**Directions**
The required output is a copy of each line in the material below that includes "nodes".

◆ ◆ ◆

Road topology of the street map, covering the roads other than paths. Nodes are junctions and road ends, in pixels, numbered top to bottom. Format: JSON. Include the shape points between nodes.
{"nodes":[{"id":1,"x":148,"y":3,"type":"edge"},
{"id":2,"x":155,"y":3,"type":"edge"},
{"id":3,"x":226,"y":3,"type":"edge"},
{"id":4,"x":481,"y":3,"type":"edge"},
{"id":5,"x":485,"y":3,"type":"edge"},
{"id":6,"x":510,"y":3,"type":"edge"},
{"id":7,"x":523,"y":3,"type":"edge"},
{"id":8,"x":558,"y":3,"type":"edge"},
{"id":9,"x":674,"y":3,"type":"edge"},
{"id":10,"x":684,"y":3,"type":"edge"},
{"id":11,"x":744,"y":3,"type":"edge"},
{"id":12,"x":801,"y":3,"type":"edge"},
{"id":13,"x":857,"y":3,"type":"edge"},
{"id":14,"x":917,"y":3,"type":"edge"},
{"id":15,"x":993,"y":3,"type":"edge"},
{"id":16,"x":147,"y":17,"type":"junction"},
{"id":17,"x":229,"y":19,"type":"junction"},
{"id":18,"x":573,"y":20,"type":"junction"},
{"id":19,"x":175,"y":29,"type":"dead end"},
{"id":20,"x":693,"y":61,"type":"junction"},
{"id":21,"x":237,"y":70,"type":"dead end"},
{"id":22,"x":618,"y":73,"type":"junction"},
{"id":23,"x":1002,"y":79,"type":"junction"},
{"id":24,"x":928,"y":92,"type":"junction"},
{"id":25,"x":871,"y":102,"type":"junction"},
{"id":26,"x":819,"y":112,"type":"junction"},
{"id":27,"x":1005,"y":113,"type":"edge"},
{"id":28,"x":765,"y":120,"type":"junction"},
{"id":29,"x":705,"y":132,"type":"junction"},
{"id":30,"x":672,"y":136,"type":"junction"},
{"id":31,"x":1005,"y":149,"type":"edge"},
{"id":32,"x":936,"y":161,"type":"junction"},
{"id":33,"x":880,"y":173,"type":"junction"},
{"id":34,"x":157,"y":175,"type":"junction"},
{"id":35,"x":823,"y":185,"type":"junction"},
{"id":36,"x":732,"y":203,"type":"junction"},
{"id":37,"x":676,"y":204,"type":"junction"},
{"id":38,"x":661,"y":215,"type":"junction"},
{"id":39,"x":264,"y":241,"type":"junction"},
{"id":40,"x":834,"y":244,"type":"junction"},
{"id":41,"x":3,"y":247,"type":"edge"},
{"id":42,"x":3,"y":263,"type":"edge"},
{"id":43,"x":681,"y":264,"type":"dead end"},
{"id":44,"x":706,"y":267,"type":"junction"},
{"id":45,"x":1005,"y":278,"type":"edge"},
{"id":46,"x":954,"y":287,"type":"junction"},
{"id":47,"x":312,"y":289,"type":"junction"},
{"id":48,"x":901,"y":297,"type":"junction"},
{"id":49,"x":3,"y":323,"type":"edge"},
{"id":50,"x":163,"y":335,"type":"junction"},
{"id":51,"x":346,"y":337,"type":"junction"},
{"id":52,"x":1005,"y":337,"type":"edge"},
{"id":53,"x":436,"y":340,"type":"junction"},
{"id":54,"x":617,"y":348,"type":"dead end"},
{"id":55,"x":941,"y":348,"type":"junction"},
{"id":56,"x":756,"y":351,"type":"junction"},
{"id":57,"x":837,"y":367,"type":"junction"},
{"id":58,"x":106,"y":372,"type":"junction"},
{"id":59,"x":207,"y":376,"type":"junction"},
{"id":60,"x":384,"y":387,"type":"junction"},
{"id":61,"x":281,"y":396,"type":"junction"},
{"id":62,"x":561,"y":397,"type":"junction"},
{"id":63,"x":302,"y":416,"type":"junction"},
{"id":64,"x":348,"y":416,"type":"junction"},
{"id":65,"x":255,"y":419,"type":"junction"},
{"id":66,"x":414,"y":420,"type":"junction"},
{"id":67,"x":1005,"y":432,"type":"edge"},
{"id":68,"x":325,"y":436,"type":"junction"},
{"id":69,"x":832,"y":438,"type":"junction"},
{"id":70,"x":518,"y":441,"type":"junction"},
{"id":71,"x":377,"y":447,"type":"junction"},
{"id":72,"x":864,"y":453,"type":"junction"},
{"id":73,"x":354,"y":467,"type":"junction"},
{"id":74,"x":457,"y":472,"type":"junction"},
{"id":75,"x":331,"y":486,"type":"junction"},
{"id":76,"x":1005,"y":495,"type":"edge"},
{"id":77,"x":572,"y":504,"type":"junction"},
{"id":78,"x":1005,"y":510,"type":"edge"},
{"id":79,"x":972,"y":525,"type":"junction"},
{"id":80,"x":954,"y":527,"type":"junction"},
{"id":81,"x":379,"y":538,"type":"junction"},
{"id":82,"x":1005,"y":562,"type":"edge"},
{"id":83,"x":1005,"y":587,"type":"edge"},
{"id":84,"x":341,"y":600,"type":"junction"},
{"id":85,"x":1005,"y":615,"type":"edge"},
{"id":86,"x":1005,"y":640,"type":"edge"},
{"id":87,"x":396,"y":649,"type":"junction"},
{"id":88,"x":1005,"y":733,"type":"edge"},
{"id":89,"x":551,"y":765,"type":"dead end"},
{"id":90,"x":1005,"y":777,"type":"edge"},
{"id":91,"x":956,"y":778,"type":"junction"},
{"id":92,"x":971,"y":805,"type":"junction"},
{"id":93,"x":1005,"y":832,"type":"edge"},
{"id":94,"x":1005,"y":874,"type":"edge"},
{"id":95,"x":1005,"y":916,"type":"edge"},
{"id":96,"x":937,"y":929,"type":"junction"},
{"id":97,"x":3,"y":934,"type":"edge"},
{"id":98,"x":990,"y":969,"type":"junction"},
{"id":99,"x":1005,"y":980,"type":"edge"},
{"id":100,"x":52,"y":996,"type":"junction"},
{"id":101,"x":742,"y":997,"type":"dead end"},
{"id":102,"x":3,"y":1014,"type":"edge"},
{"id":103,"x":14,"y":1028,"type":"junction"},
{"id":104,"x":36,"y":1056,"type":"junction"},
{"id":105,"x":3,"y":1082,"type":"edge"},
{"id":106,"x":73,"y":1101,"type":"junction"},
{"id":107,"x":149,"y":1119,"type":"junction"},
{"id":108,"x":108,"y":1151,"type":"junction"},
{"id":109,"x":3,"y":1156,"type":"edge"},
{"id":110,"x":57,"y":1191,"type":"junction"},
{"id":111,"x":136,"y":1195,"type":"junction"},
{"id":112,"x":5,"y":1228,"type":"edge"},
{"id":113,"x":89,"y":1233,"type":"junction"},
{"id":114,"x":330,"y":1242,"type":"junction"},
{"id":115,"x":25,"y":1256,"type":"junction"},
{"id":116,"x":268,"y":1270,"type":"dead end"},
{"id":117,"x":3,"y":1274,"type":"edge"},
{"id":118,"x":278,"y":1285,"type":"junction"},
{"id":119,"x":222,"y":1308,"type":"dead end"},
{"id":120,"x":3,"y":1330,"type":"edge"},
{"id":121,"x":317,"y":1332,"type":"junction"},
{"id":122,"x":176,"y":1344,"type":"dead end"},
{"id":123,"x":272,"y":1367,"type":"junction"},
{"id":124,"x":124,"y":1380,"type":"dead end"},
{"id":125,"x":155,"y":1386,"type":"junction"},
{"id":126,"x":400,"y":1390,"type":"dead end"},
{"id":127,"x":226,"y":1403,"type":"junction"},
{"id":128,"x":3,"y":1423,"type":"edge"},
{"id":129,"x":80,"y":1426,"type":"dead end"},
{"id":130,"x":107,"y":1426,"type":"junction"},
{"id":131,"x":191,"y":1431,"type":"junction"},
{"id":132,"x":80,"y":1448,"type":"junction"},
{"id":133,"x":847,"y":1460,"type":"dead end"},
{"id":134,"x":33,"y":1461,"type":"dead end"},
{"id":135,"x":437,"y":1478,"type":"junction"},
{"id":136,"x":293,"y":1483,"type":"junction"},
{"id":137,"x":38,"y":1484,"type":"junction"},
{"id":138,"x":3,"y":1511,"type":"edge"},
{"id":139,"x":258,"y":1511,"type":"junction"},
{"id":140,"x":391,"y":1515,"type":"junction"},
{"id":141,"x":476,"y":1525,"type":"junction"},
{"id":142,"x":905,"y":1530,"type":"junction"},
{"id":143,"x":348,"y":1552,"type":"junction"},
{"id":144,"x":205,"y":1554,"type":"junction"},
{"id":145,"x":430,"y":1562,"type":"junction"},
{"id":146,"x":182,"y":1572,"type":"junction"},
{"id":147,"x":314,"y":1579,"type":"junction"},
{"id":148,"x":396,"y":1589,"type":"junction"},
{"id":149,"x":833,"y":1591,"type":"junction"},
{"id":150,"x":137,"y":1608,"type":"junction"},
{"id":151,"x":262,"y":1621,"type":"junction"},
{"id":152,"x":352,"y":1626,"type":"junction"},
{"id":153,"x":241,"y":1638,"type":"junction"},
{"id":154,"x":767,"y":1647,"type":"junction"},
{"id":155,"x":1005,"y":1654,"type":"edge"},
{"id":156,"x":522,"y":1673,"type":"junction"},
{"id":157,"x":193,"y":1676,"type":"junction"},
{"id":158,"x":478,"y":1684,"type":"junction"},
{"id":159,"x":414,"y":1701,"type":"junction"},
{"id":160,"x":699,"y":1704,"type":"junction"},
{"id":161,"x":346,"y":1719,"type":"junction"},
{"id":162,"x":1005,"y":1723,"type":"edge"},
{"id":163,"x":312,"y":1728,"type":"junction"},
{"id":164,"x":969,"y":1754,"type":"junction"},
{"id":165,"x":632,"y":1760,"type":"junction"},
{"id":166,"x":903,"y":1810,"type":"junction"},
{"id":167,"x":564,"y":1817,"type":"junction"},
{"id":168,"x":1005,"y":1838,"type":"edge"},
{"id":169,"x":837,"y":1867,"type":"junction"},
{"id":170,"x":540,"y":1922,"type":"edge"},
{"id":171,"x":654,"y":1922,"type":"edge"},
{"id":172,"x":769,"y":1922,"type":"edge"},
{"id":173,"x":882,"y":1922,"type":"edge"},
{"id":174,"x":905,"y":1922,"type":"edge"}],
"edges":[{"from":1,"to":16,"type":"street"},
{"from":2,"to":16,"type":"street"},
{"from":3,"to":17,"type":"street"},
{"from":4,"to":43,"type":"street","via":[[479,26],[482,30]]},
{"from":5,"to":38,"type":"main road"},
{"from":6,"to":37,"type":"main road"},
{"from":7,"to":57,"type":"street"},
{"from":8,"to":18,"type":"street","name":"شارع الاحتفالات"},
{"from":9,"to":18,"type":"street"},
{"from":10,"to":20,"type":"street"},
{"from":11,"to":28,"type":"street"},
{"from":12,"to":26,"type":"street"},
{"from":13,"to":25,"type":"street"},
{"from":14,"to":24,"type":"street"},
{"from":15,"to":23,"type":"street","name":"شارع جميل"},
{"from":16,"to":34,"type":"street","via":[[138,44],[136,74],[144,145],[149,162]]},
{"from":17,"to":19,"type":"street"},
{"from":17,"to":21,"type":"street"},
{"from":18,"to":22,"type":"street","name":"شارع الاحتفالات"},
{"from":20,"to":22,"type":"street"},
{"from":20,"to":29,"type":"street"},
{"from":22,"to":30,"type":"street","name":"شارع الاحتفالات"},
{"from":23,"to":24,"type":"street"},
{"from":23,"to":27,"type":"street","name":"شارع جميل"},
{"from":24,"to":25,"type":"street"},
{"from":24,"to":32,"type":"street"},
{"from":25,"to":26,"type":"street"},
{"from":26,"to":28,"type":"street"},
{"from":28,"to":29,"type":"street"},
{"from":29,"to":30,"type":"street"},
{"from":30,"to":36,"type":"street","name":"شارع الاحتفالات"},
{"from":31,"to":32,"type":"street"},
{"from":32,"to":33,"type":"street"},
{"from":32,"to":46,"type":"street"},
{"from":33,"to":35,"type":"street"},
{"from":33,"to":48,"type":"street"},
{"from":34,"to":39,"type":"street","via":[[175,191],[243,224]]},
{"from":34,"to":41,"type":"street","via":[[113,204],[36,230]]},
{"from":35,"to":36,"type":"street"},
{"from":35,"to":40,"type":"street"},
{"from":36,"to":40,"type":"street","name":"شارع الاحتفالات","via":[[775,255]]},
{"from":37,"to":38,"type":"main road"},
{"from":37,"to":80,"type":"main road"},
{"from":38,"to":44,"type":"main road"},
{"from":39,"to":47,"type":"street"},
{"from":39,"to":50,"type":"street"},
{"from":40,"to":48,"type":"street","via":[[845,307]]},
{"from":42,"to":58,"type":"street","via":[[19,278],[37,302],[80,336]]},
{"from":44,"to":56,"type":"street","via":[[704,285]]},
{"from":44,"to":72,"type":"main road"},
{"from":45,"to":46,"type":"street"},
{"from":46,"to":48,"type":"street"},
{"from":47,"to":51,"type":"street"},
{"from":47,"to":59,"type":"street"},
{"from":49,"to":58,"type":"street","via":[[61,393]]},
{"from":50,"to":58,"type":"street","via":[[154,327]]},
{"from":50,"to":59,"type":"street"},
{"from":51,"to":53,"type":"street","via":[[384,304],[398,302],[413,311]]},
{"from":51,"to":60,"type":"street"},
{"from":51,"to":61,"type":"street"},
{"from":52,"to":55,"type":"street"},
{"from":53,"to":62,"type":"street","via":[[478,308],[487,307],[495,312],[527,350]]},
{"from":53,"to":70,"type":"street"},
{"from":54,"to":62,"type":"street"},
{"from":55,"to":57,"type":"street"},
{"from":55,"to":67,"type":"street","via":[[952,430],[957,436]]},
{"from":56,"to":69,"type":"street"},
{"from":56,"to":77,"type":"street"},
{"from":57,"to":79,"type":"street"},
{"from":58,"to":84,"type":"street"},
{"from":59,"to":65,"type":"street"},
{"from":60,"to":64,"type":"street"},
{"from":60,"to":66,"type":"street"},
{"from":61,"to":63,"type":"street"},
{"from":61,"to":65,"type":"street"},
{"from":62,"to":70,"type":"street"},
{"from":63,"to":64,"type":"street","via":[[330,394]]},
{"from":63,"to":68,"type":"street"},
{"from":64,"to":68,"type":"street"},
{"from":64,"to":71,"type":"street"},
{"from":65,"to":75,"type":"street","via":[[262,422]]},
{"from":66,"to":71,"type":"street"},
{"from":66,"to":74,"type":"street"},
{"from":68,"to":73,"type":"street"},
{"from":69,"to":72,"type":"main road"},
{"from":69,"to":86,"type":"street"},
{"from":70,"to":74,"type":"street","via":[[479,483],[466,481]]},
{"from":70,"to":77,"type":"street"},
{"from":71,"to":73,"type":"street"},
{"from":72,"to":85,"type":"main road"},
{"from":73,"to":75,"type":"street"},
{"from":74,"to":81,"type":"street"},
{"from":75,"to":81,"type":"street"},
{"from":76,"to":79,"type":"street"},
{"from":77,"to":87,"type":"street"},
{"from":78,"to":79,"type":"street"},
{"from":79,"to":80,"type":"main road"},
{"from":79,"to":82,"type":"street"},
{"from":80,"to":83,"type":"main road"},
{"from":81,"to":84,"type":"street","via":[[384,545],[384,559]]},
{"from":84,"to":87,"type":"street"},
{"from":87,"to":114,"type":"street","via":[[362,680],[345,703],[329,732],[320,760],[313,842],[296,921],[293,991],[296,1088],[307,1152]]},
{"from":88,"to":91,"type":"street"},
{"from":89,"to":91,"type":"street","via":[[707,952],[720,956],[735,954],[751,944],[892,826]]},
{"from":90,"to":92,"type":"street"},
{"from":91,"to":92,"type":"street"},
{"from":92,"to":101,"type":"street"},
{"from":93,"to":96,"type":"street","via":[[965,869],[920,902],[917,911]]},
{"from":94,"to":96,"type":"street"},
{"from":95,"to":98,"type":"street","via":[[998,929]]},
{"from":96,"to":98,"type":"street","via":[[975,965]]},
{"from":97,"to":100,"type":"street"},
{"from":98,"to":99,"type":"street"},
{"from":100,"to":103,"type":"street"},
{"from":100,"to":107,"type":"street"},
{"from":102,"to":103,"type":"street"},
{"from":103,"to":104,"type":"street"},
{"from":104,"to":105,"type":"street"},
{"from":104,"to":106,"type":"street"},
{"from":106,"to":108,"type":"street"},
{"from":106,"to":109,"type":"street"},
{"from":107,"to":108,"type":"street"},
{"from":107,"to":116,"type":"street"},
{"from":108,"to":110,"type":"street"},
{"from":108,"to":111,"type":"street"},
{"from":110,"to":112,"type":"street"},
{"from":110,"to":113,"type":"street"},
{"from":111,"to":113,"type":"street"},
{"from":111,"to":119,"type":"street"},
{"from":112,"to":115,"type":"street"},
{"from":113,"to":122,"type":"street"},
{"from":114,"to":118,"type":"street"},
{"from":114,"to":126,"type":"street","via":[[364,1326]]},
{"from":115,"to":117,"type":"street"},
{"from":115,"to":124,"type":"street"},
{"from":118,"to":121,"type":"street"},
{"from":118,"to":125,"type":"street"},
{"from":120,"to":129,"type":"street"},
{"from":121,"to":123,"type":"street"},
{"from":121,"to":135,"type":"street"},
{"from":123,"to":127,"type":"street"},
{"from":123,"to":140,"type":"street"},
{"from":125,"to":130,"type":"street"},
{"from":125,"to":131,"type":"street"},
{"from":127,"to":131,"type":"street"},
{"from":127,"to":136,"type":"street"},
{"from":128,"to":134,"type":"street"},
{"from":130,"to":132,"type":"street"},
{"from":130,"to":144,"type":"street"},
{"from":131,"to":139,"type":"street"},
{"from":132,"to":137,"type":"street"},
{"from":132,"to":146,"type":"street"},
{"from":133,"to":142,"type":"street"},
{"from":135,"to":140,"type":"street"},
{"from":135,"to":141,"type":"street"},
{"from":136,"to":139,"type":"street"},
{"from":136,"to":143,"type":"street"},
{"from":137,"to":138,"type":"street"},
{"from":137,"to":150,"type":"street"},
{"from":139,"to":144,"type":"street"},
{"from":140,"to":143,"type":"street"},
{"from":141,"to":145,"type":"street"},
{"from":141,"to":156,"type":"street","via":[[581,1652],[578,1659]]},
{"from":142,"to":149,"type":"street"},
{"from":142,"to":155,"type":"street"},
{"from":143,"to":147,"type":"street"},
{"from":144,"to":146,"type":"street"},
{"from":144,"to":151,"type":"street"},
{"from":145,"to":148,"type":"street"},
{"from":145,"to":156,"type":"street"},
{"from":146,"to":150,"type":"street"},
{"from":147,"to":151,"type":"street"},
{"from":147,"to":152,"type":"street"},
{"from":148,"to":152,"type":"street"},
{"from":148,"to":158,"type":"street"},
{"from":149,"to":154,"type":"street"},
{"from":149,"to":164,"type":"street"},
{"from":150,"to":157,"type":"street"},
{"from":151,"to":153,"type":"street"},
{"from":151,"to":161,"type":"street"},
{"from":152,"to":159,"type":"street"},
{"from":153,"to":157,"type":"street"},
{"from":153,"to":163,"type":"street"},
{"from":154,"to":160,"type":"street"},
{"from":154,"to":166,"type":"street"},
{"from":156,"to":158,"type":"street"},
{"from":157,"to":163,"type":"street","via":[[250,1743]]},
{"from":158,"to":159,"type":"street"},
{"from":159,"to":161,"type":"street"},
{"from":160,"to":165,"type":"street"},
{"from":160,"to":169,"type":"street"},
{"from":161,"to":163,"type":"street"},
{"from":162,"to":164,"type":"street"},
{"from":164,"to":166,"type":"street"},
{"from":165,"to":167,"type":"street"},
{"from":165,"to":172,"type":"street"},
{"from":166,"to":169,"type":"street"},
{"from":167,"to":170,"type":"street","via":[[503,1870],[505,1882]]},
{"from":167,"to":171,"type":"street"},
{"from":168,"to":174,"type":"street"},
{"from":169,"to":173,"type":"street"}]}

◆ ◆ ◆

**Written response**
Road topology of the street map, covering the roads other than paths. Nodes are junctions and road ends, in pixels, numbered top to bottom. Format: JSON. Include the shape points between nodes.
{"nodes":[{"id":1,"x":148,"y":3,"type":"edge"},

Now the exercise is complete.